China says it has replaced the hardline Communist Party boss who oversaw a crackdown after deadly riots in Tibet three years ago.
The official Xinhua news agency reported Thursday that party secretary Zhang Qingli will be moved to another unspecified position. It did not offer any reason for the move.
Zhang, who had served previously in the restive Western region of Xinjiang, has been the highest-ranking official in Tibet since 2006.
Xinhua said he is being replaced by Chen Quanguo, who had been the party chief in the northern province of Hebei. The agency also announced several other appointments, quoting a statement from the party's Central Committee.
Zhang was in charge of Tibet in March 2008 during the breakout of ethnic-based riots which lasted for days and saw buildings in central Lhasa looted and burned.
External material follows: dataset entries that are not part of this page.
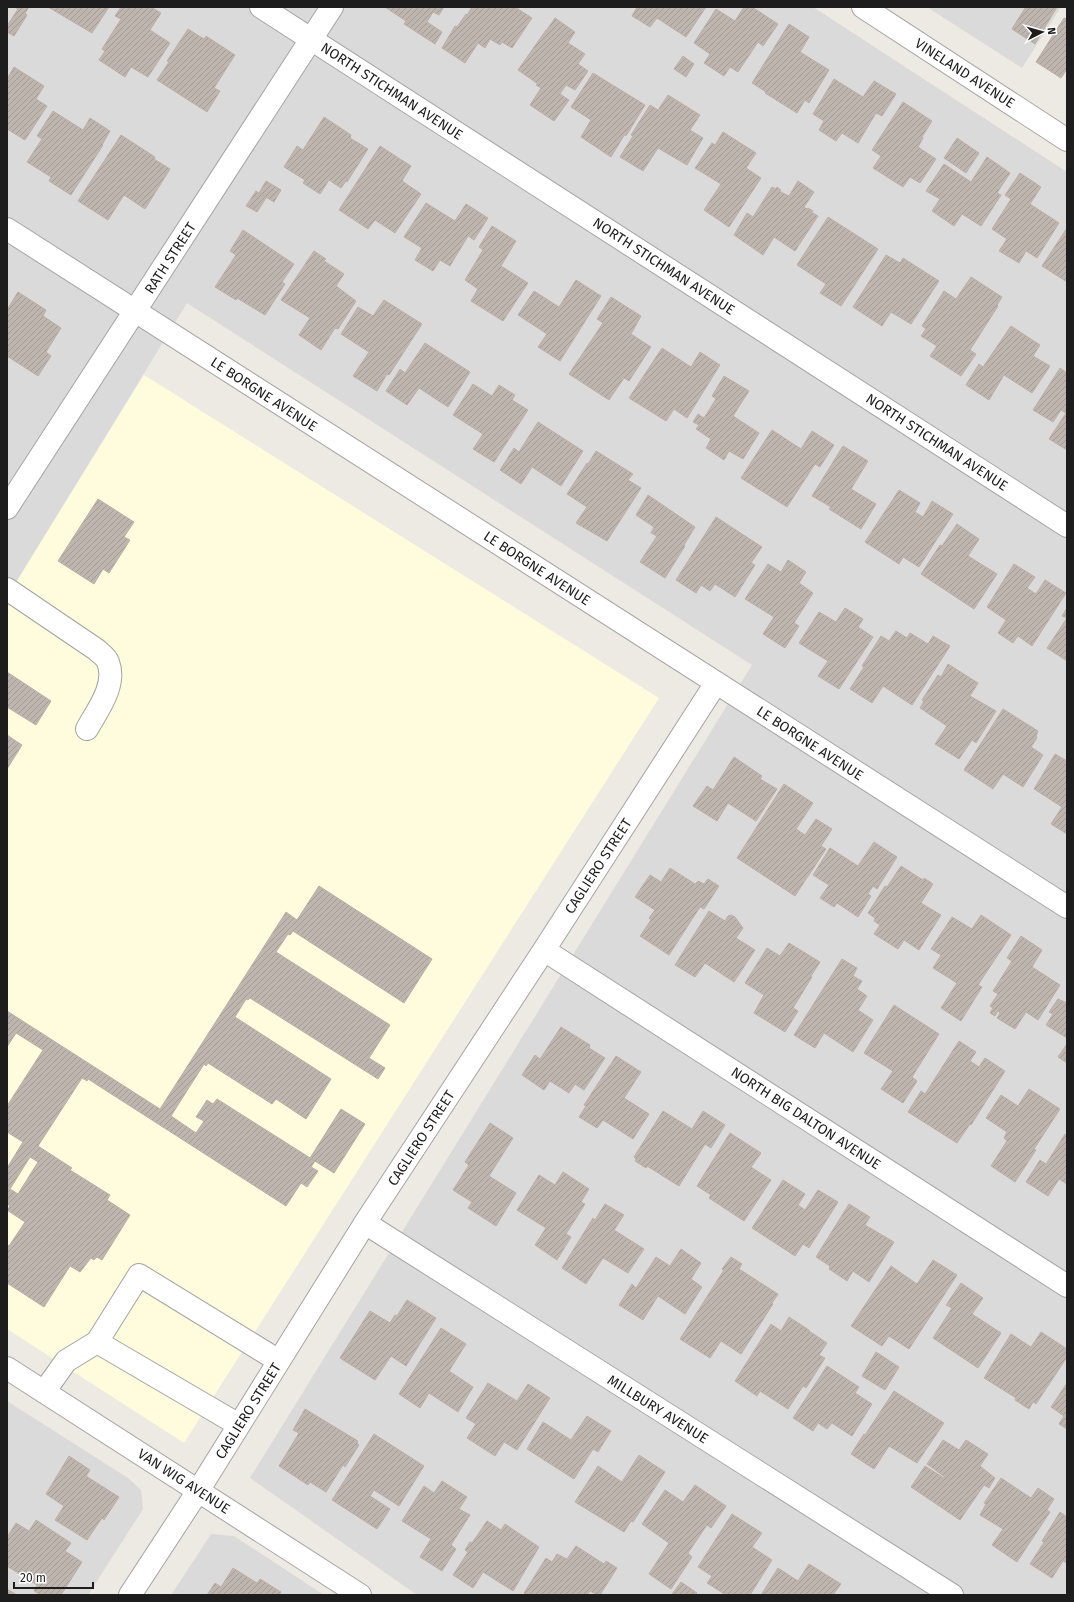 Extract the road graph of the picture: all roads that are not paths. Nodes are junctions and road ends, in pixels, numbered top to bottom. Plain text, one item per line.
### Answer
1 (261, 7) edge
2 (332, 7) edge
3 (863, 7) edge
4 (311, 39) junction
5 (1067, 140) edge
6 (7, 229) edge
7 (135, 311) junction
8 (7, 508) edge
9 (1067, 526) edge
10 (7, 588) edge
11 (716, 683) junction
12 (87, 729) dead end
13 (1067, 907) edge
14 (544, 950) junction
15 (364, 1223) junction
16 (1067, 1286) edge
17 (97, 1342) junction
18 (279, 1361) junction
19 (7, 1368) edge
20 (44, 1392) junction
21 (239, 1425) junction
22 (198, 1491) junction
23 (130, 1595) edge
24 (360, 1595) edge
25 (952, 1595) edge

1 - 4 street, NORTH STICHMAN AVENUE
2 - 4 street, RATH STREET
3 - 5 street, VINELAND AVENUE
4 - 7 street, RATH STREET
4 - 9 street, NORTH STICHMAN AVENUE
6 - 7 street, LE BORGNE AVENUE
7 - 8 street, RATH STREET
7 - 11 street, LE BORGNE AVENUE
10 - 12 street
11 - 13 street, LE BORGNE AVENUE
11 - 14 street, CAGLIERO STREET
14 - 15 street, CAGLIERO STREET
14 - 16 street, NORTH BIG DALTON AVENUE
15 - 18 street, CAGLIERO STREET
15 - 25 street, MILLBURY AVENUE
17 - 18 street
17 - 20 street
17 - 21 street
18 - 21 street, CAGLIERO STREET
19 - 20 street, VAN WIG AVENUE
20 - 22 street, VAN WIG AVENUE
21 - 22 street, CAGLIERO STREET
22 - 23 street, CAGLIERO STREET
22 - 24 street, VAN WIG AVENUE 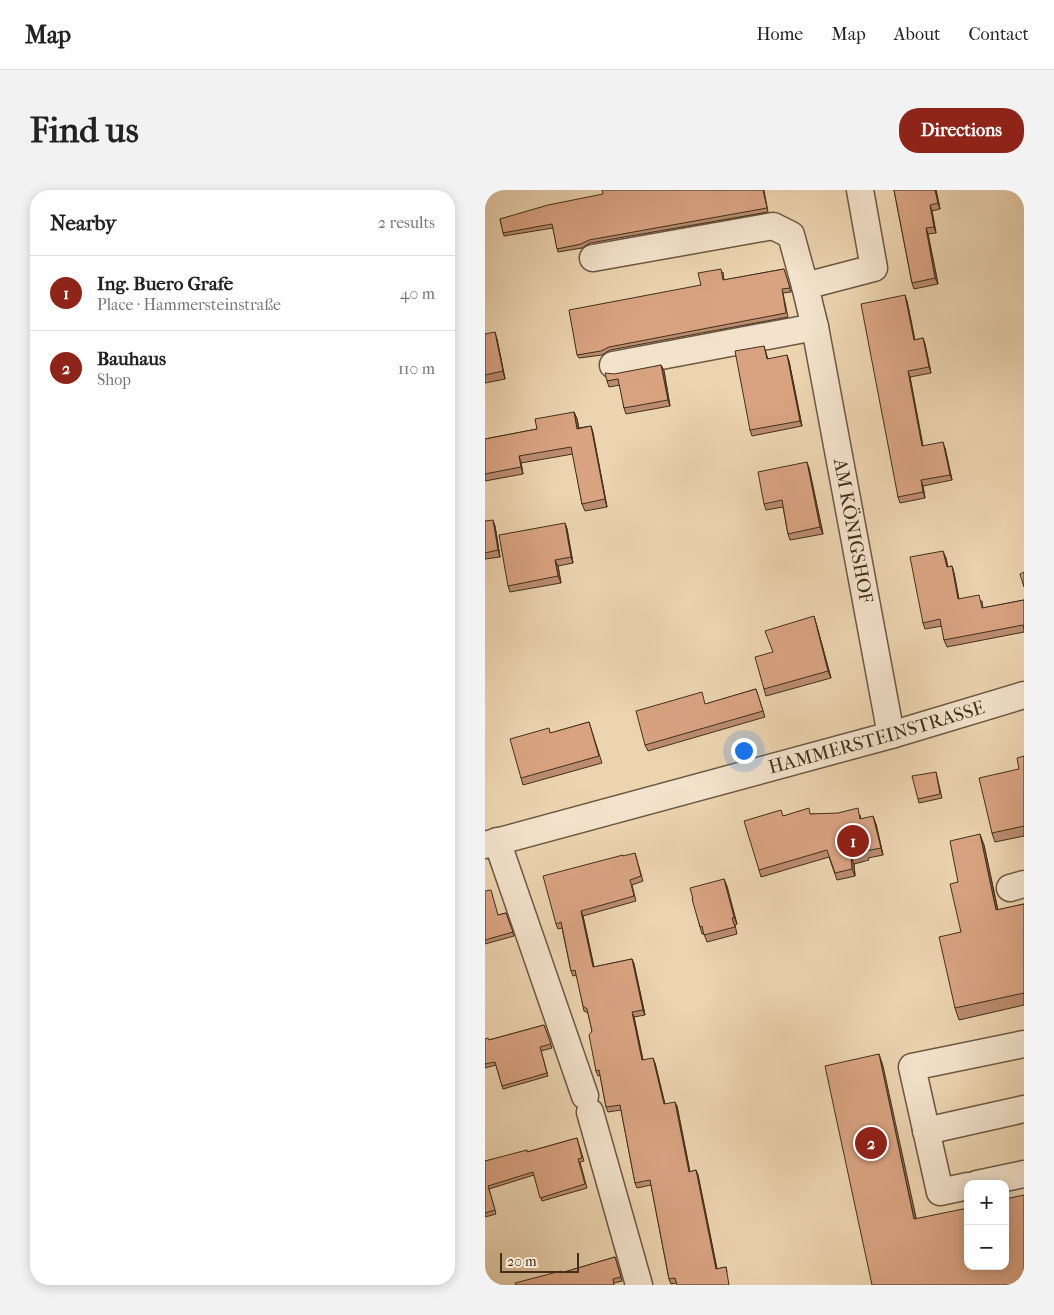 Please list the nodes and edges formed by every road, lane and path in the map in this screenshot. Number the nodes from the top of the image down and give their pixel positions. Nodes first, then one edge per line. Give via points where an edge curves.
1 (860, 190) edge
2 (593, 258) dead end
3 (805, 286) junction
4 (815, 327) junction
5 (613, 365) dead end
6 (1024, 695) edge
7 (891, 734) junction
8 (491, 843) edge
9 (1024, 1044) edge
10 (1024, 1110) edge
11 (926, 1130) junction
12 (1024, 1174) edge
13 (996, 1180) edge
14 (964, 1187) edge
15 (639, 1285) edge

1 - 3 street via 874,268
2 - 3 street, AM KÖNIGSHOF via 773,226 791,235
3 - 4 street, AM KÖNIGSHOF
4 - 5 street
4 - 7 street, AM KÖNIGSHOF
6 - 7 street, HAMMERSTEINSTRASSE
7 - 8 street, HAMMERSTEINSTRASSE
8 - 15 street, HAMMERSTEINSTRASSE via 588,1104
9 - 11 street via 912,1067
10 - 11 street
11 - 14 street via 940,1192
12 - 13 street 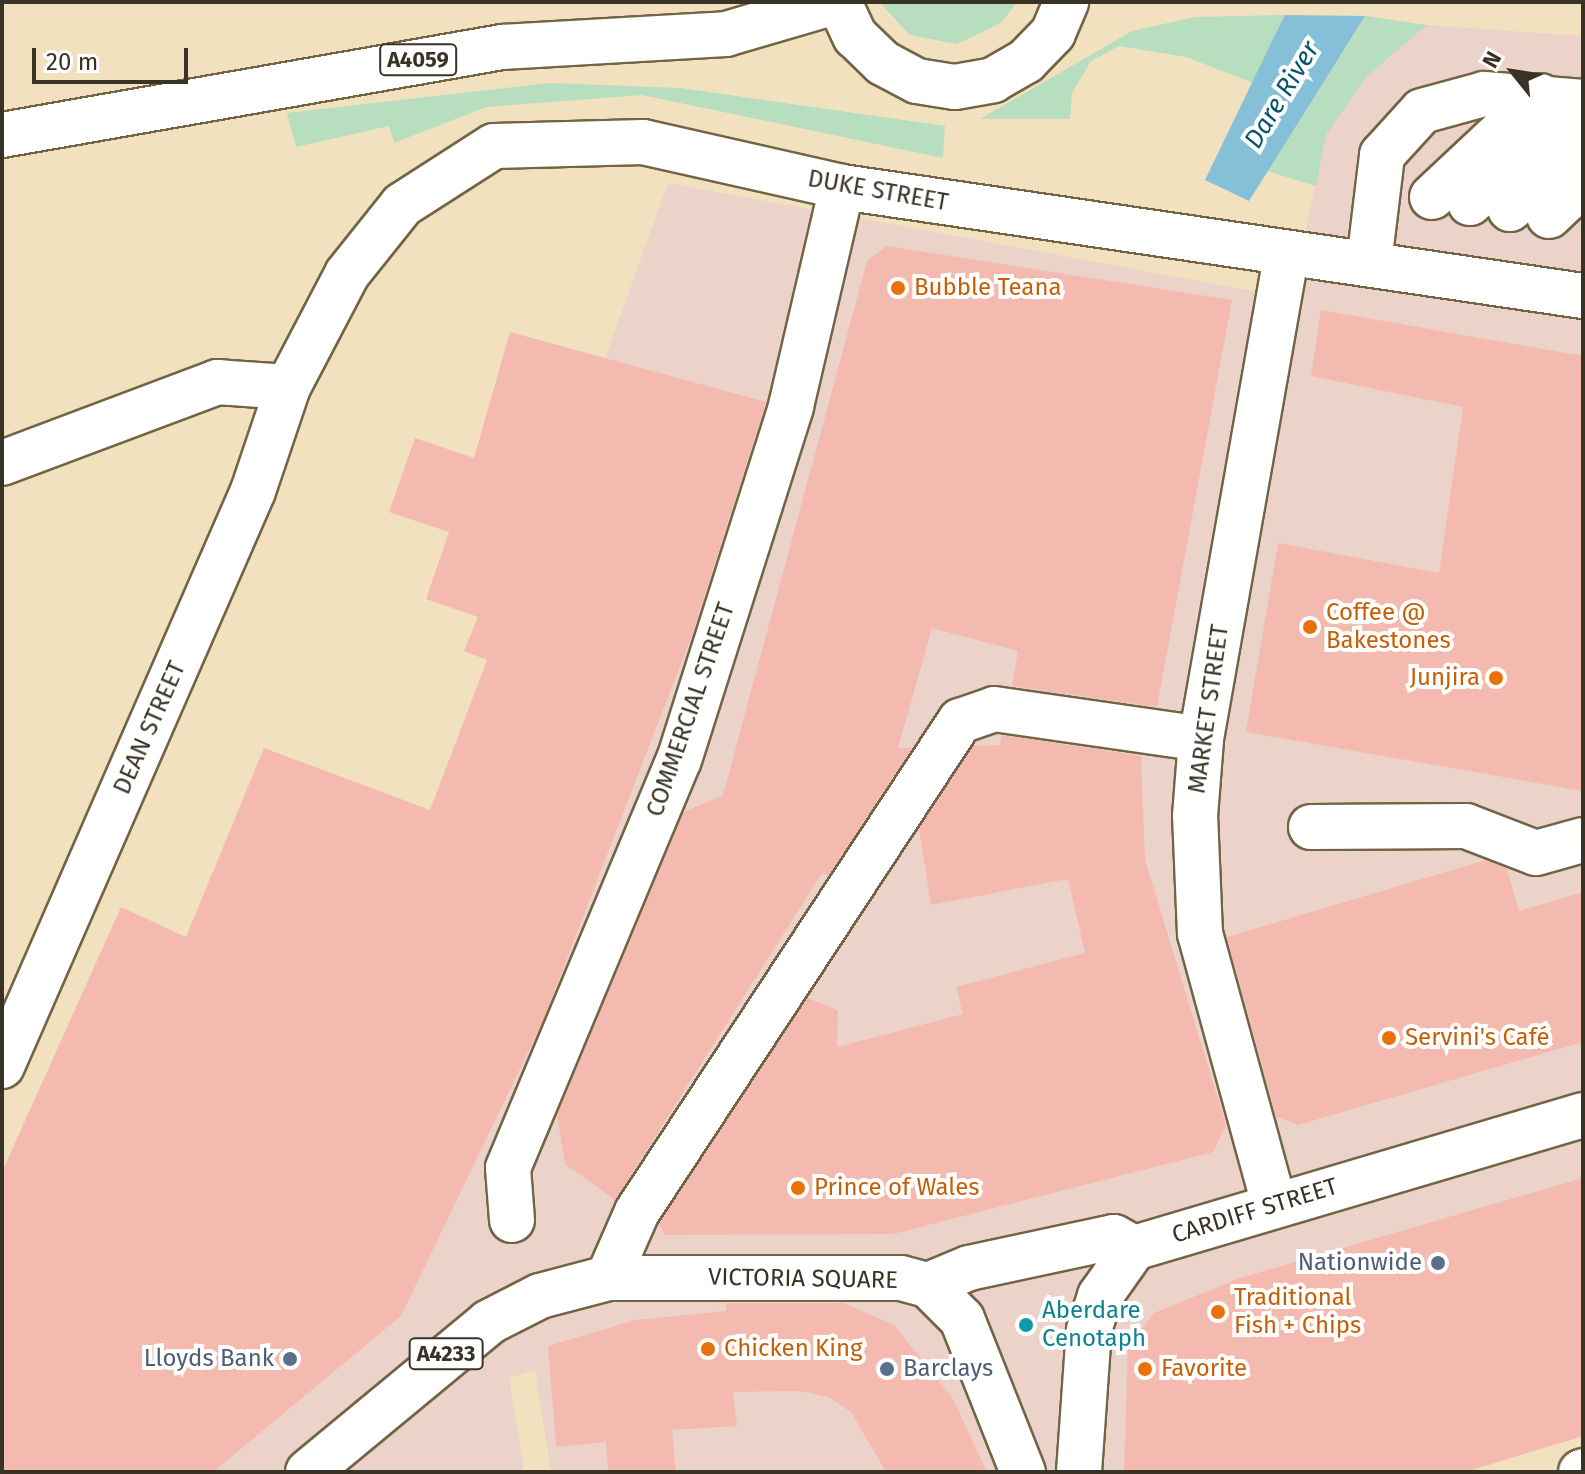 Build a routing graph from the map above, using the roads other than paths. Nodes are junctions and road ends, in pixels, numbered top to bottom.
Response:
1 (837, 2) edge
2 (1066, 2) edge
3 (1572, 110) edge
4 (2, 135) edge
5 (1583, 184) edge
6 (842, 187) junction
7 (1490, 206) junction
8 (1286, 258) junction
9 (1369, 263) junction
10 (1583, 296) edge
11 (288, 387) junction
12 (2, 463) edge
13 (1201, 739) junction
14 (1311, 827) dead end
15 (1583, 840) edge
16 (2, 1066) edge
17 (1583, 1115) edge
18 (1274, 1204) junction
19 (512, 1220) dead end
20 (1134, 1248) junction
21 (608, 1278) junction
22 (928, 1285) junction
23 (308, 1472) edge
24 (1023, 1472) edge
25 (1079, 1472) edge

1 - 2 street
1 - 4 street, A4059
3 - 7 street
3 - 7 street
3 - 9 street
5 - 7 street
6 - 8 street, DUKE STREET
6 - 11 street, DUKE STREET
6 - 19 street, COMMERCIAL STREET
8 - 9 street, DUKE STREET
8 - 13 street, MARKET STREET
9 - 10 street, DUKE STREET
11 - 12 street
11 - 16 street, DEAN STREET
13 - 18 street, MARKET STREET
13 - 21 street
14 - 15 street
17 - 18 street, CARDIFF STREET
18 - 20 street, CARDIFF STREET
20 - 22 street, CARDIFF STREET
20 - 25 street
21 - 22 street, VICTORIA SQUARE / A4233
21 - 23 street, A4233
22 - 24 street, VICTORIA SQUARE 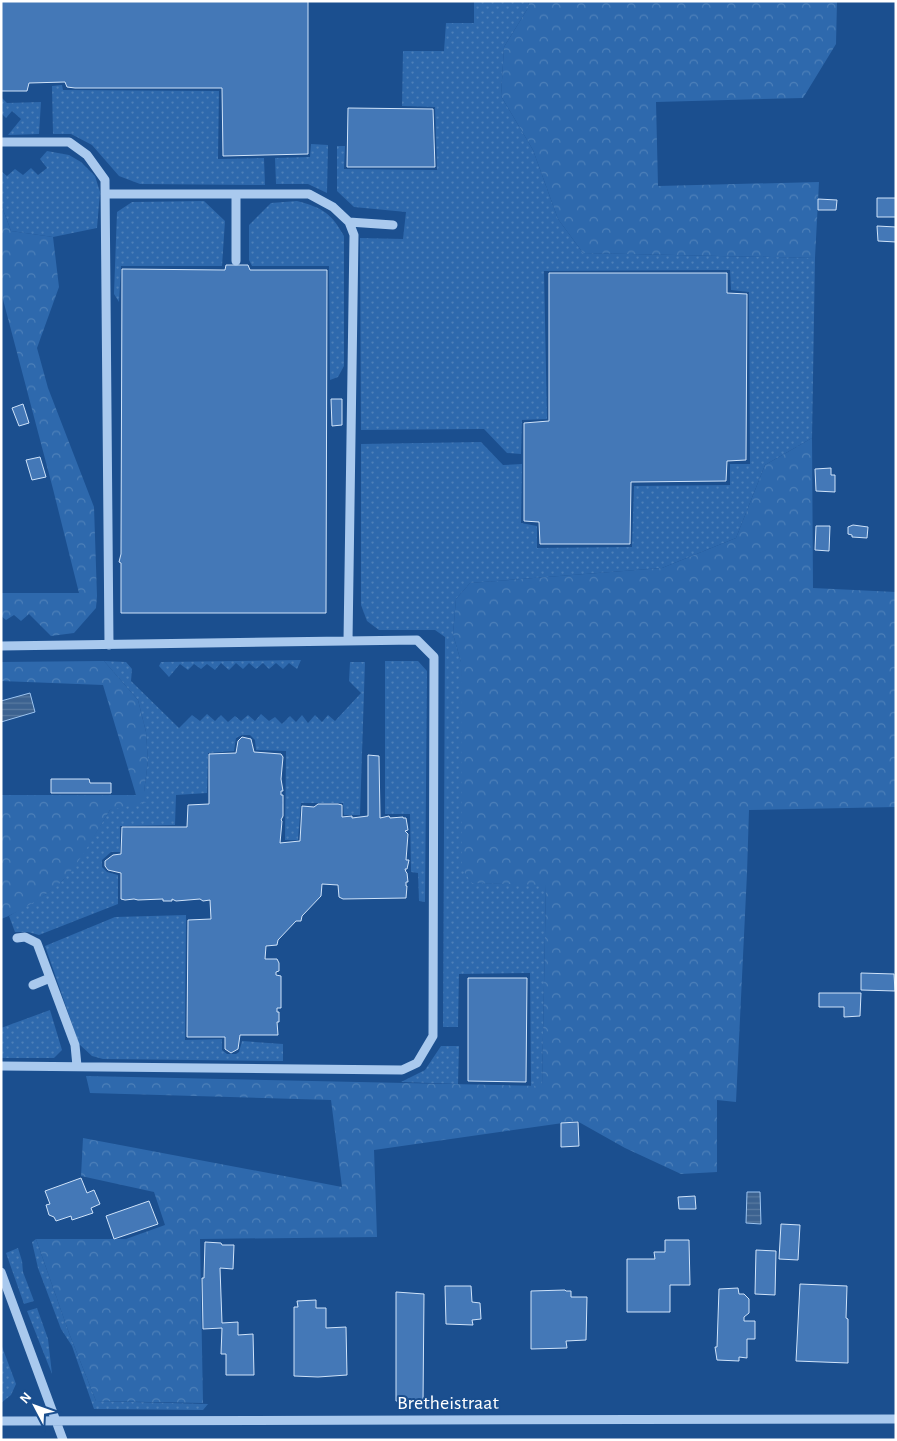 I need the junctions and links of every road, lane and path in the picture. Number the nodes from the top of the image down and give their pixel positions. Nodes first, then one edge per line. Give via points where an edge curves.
1 (1, 142) edge
2 (106, 194) junction
3 (236, 194) junction
4 (350, 222) junction
5 (393, 225) dead end
6 (236, 261) dead end
7 (348, 641) junction
8 (109, 644) junction
9 (1, 646) edge
10 (17, 938) dead end
11 (50, 978) junction
12 (33, 984) dead end
13 (1, 1066) edge
14 (77, 1066) junction
15 (1, 1272) edge
16 (896, 1419) edge
17 (1, 1421) edge
18 (56, 1421) junction
19 (63, 1440) edge

1 - 2 street via 69,142 87,155 105,180
2 - 3 street
2 - 8 street
3 - 4 street via 309,194 333,207
3 - 6 street
4 - 5 street
4 - 7 street via 354,235
7 - 8 street
7 - 14 street via 417,640 434,658 433,1036 417,1063 402,1070
8 - 9 street
10 - 11 street via 25,937 37,943
11 - 12 street
11 - 14 street via 75,1045
13 - 14 street
15 - 18 street
16 - 18 street, Bretheistraat
17 - 18 street, Bretheistraat
18 - 19 street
Police cracked down with tear gas and cattle prods and afterward imposed a heavy security clampdown.
China says the rioters killed one police officer and 21 civilians, many of them ethnic Han Chinese. Tibetan exiles say more than 200 people were killed in Tibet and adjoining areas during the clampdown. Many people were given harsh prison sentences for their roles in the riots and a few were executed.
Zhang blamed the riots on the Dalai Lama, who lives in exile in India and is accused by China of seeking independence for Tibet. Zhang denounced the spiritual leader in lurid terms, describing him as a wolf and a jackal in monk's robes.
Zhang has completed five years as party chief in Tibet, which is the normal term for a provincial official.
His successor, Chen Quanguo, has served in central Henan province as well as Hebei, where he received little experience dealing with China's ethnic minorities. His official resume says he is trained as an economist.